■ Work task
Restate all the data word for word and omit the pictures.
Start of Input data
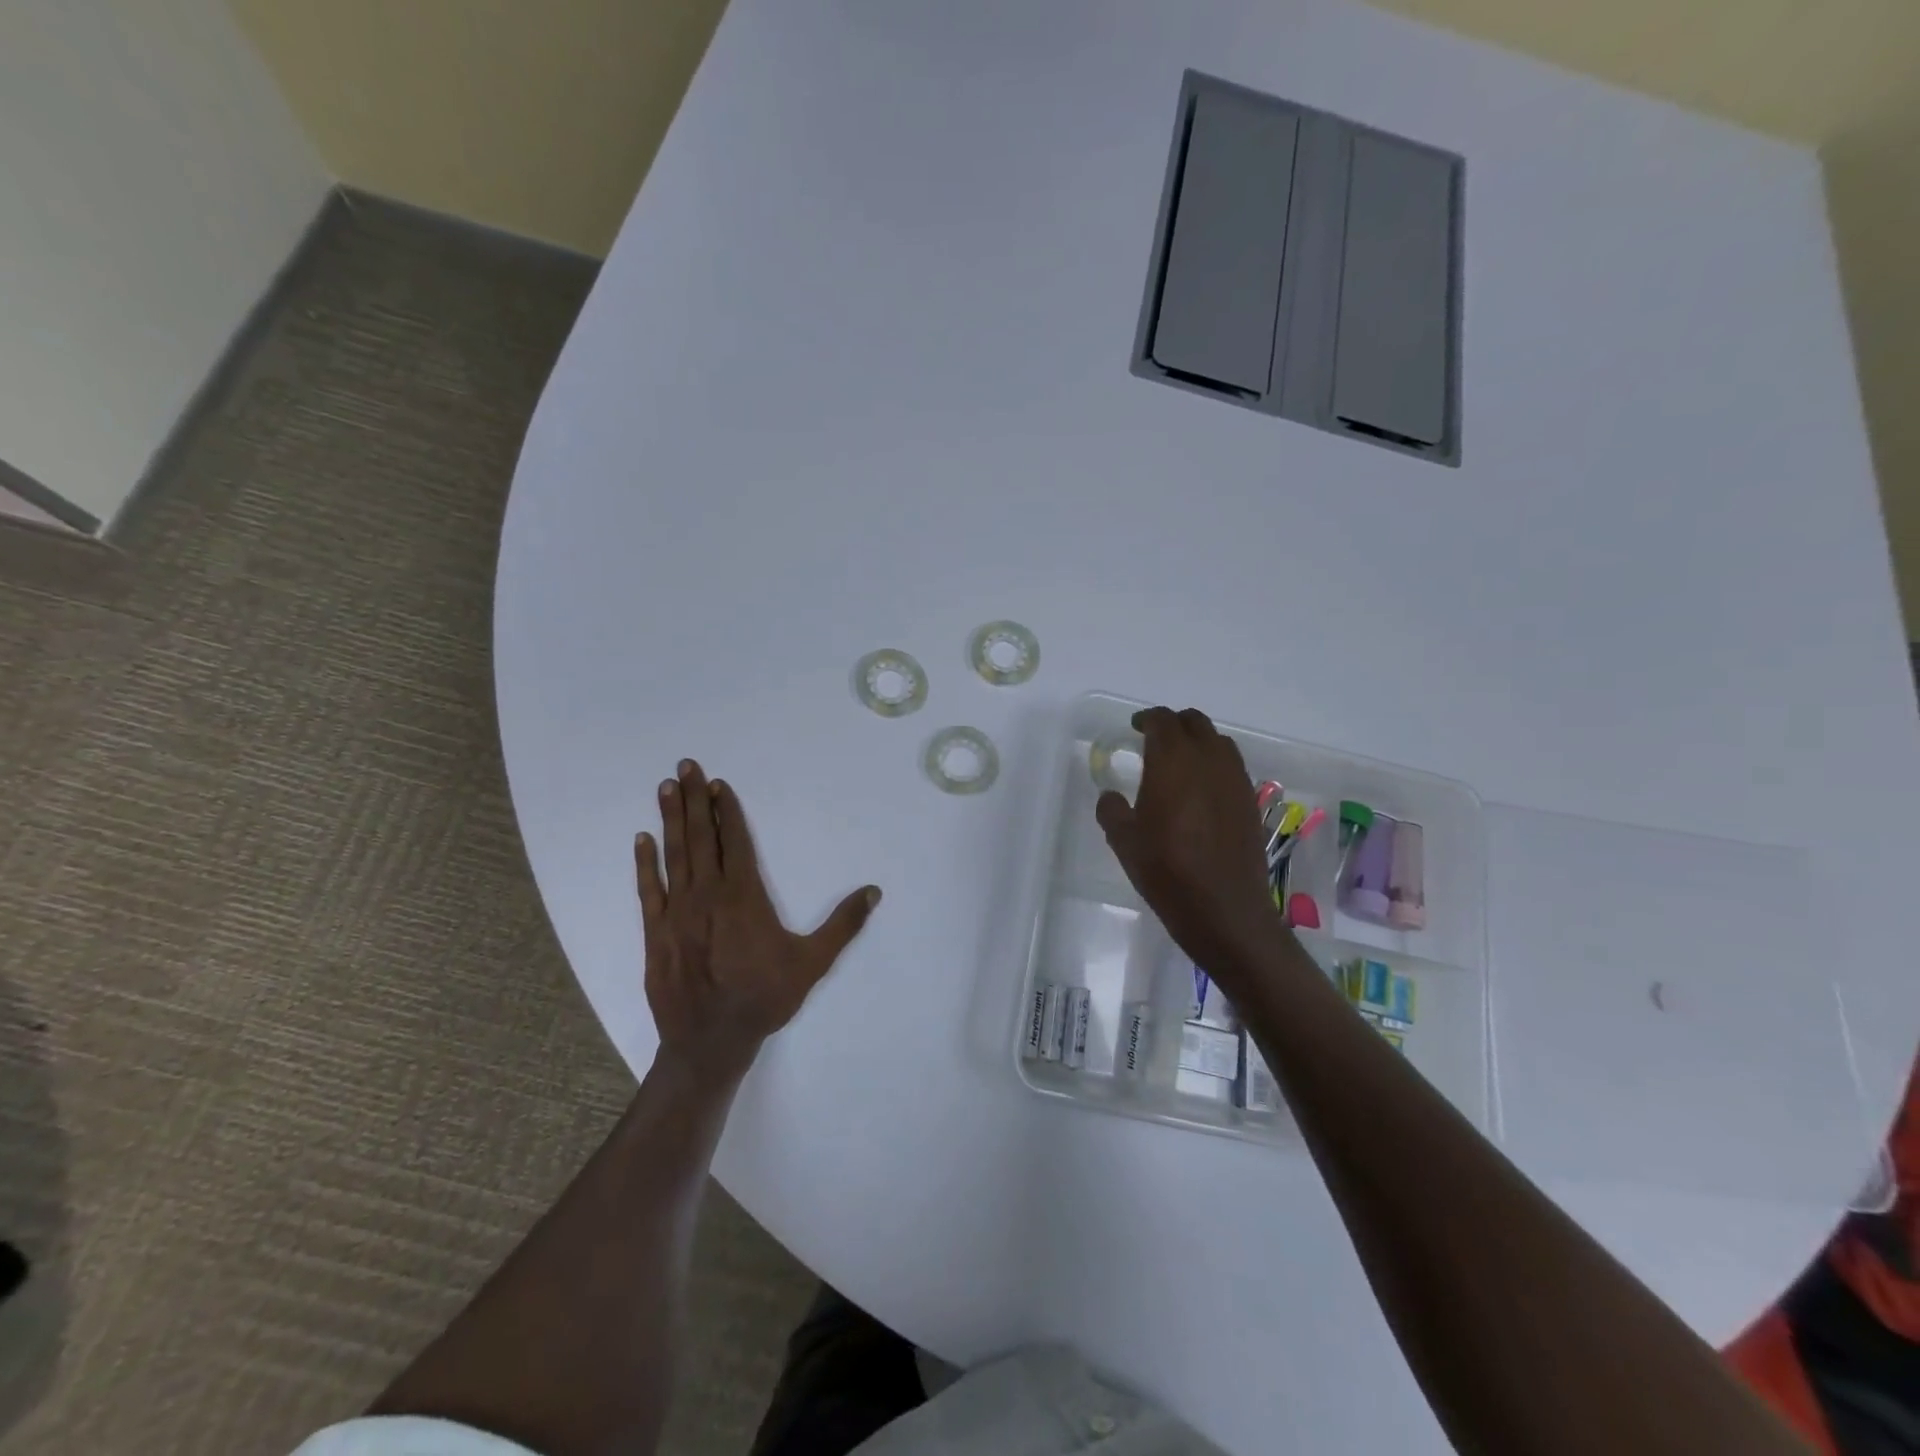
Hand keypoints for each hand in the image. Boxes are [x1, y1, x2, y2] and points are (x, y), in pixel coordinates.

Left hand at [635, 759, 880, 1078]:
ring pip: (674, 855)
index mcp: (744, 897)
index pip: (735, 842)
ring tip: (667, 787)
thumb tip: (873, 891)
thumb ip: (843, 924)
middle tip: (686, 766)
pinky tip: (642, 839)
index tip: (719, 784)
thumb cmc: (765, 997)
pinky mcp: (656, 932)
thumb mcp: (813, 962)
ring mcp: (677, 912)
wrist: (710, 1041)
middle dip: (695, 799)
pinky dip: (645, 863)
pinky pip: (649, 890)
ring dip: (671, 819)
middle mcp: (708, 895)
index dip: (728, 811)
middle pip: (701, 837)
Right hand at [1096, 707, 1283, 978]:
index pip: (1162, 720)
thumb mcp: (1123, 841)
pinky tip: (1202, 791)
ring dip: (1198, 742)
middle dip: (1173, 725)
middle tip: (1154, 740)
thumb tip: (1112, 796)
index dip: (1147, 719)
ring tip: (1180, 763)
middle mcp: (1209, 760)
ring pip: (1218, 742)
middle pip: (1195, 723)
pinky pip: (1232, 767)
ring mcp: (1235, 780)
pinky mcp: (1250, 801)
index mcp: (1173, 760)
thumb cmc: (1166, 870)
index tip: (1134, 728)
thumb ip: (1112, 810)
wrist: (1225, 909)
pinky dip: (1215, 766)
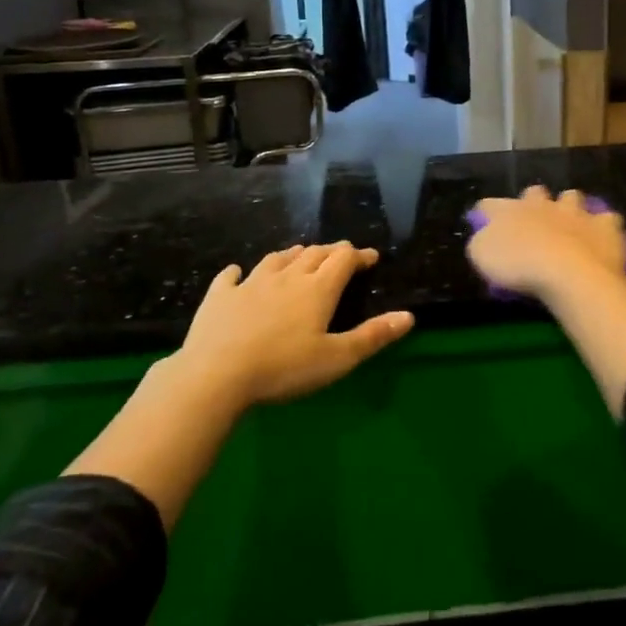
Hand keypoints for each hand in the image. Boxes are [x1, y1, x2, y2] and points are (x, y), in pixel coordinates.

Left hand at [177, 242, 414, 406]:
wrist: (216, 374)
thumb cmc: (284, 368)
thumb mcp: (337, 358)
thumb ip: (373, 336)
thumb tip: (409, 316)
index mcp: (317, 289)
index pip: (343, 259)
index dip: (359, 255)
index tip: (370, 257)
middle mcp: (286, 277)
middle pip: (313, 254)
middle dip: (330, 252)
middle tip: (341, 255)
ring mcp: (250, 283)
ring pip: (276, 259)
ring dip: (293, 254)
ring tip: (300, 255)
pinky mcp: (220, 296)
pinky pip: (230, 276)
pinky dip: (238, 272)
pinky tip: (237, 273)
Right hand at [467, 187, 625, 301]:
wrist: (568, 273)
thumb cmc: (519, 266)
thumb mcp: (482, 257)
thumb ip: (482, 241)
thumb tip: (484, 236)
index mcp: (510, 210)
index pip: (490, 204)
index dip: (486, 212)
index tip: (485, 222)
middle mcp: (542, 204)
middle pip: (534, 192)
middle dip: (533, 202)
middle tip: (532, 221)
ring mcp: (575, 212)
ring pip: (572, 197)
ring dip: (569, 207)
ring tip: (569, 225)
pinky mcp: (604, 226)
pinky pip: (607, 219)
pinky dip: (603, 227)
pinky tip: (601, 238)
End of Input data
■ Response box
Hand keypoints for each hand in the image. Boxes are [x1, y1, x2, y2] and points are (x, y), in pixel coordinates.

Left hand at [635, 759, 880, 1078]:
ring pip: (674, 855)
index mcp: (744, 897)
index pip: (735, 842)
ring tip: (667, 787)
thumb tip: (873, 891)
thumb ip: (843, 924)
middle tip: (686, 766)
pinky tip: (642, 839)
index tip: (719, 784)
thumb cmc: (765, 997)
pinky mcp: (656, 932)
thumb mcp: (813, 962)
ring mcp: (677, 912)
wrist: (710, 1041)
middle dip: (695, 799)
pinky dip: (645, 863)
pinky pip: (649, 890)
ring dip: (671, 819)
middle mcp: (708, 895)
index dip: (728, 811)
middle pip: (701, 837)
Right hand at [1096, 707, 1283, 978]:
index pip: (1162, 720)
thumb mcp: (1123, 841)
pinky tip: (1202, 791)
ring dip: (1198, 742)
middle dip: (1173, 725)
middle tip: (1154, 740)
thumb tip: (1112, 796)
index dip: (1147, 719)
ring tip: (1180, 763)
middle mcp: (1209, 760)
ring pip: (1218, 742)
middle pip: (1195, 723)
pinky pip: (1232, 767)
ring mcp: (1235, 780)
pinky mcp: (1250, 801)
index mcp: (1173, 760)
thumb cmc: (1166, 870)
index tip: (1134, 728)
thumb ip: (1112, 810)
wrist: (1225, 909)
pinky dip: (1215, 766)
Hand keypoints for each hand in the image. Boxes are [x1, y1, x2, y2] and points are (x, y), in pixel coordinates.

Left hand at [177, 242, 414, 406]:
wrist: (216, 374)
thumb cmc: (284, 368)
thumb mcp: (337, 358)
thumb ip: (373, 336)
thumb tip: (409, 316)
index mcp: (317, 289)
index pip: (343, 259)
index dip: (359, 255)
index tip: (370, 257)
middle mcp: (286, 277)
middle pip: (313, 254)
middle dip: (330, 252)
middle tip: (341, 255)
ring mcp: (250, 283)
ring pip: (276, 259)
ring dip: (293, 254)
ring tip: (300, 255)
pinky mcp: (220, 296)
pinky pip: (230, 276)
pinky dip: (238, 272)
pinky tip: (237, 273)
Right hand at [467, 187, 625, 301]:
wrist: (568, 273)
thumb cmc: (519, 266)
thumb mcp: (482, 257)
thumb ip: (482, 241)
thumb tip: (484, 236)
index mcp: (510, 210)
index pip: (490, 204)
index dip: (486, 212)
index tip: (485, 222)
middle mcp: (542, 204)
middle pip: (534, 192)
middle dip: (533, 202)
middle tip: (532, 221)
ring mcp: (575, 212)
ring pip: (572, 197)
ring dip: (569, 207)
ring tip: (569, 225)
pinky mcp: (604, 226)
pinky pip: (607, 219)
pinky dip: (603, 227)
pinky tip: (601, 238)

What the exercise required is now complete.